Kinda like reversing a linked list, except we reverse every two nodes. How do we accomplish this? As always, maintaining a dummy node helps us start the process. The dummy node will point to the head of the linked list, and be used to keep track of the pairs as we process them.
Next, we acquire a pointer to the first node and the second node. We point dummy node to the second node as it’s about to become the new head. We then point the first node to the second node’s next node. Then we point the second node to the first node. The two nodes have been swapped at this point.
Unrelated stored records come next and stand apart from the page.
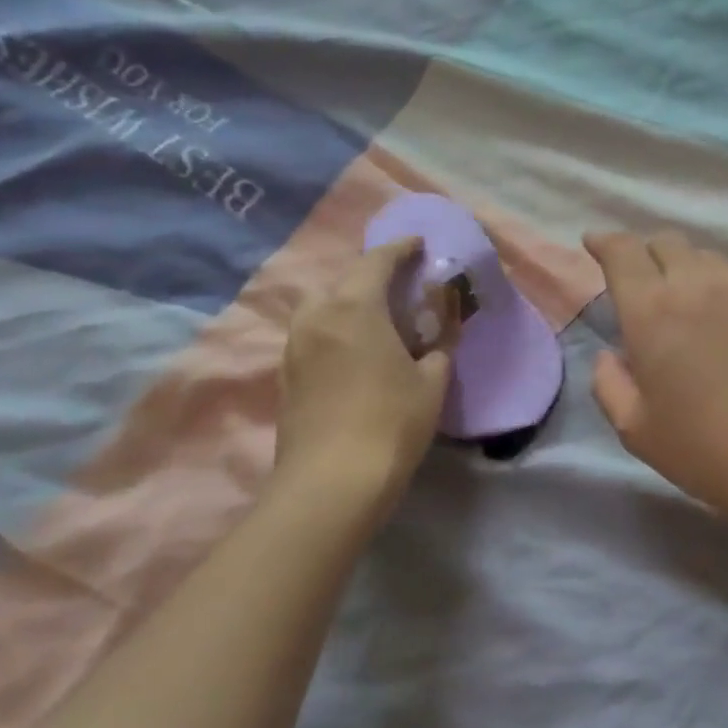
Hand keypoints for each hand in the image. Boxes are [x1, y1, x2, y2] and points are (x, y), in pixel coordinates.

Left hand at [275, 239, 454, 504]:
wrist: (331, 483)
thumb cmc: (391, 423)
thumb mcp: (432, 382)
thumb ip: (439, 346)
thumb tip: (439, 333)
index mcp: (353, 307)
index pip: (376, 261)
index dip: (400, 249)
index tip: (419, 245)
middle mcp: (316, 316)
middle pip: (344, 279)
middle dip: (373, 274)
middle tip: (402, 283)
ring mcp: (295, 346)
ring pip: (323, 306)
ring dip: (350, 300)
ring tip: (379, 315)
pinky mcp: (288, 374)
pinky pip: (314, 332)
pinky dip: (336, 326)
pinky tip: (356, 348)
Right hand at [584, 230, 727, 526]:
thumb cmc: (706, 449)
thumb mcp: (637, 431)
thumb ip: (611, 386)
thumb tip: (610, 357)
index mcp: (653, 311)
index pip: (623, 252)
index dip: (606, 241)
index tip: (595, 243)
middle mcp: (700, 289)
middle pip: (669, 243)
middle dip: (647, 252)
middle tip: (642, 277)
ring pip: (711, 261)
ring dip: (689, 269)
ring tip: (688, 298)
Finally, we set the prev node to the first node, which is now techincally the second node in the pair. We then set the head to the first node of the next pair. We repeat until head.next or head is None. We finally return dummy.next which is the head of the linked list.
The solution is as follows:
class Solution:
def swapPairs(self, head: ListNode) -> ListNode:
dummy = ListNode(-1)
dummy.next = head
prev_node = dummy
while head and head.next:
first_node = head
second_node = head.next
prev_node.next = second_node
first_node.next = second_node.next
second_node.next = first_node
prev_node = first_node
head = first_node.next
return dummy.next_ Time Complexity:
O(n) - We traverse all nodes within the linked list.
_ Space Complexity:
O(1) - We create one dummy node and a few pointers to traverse the linked list.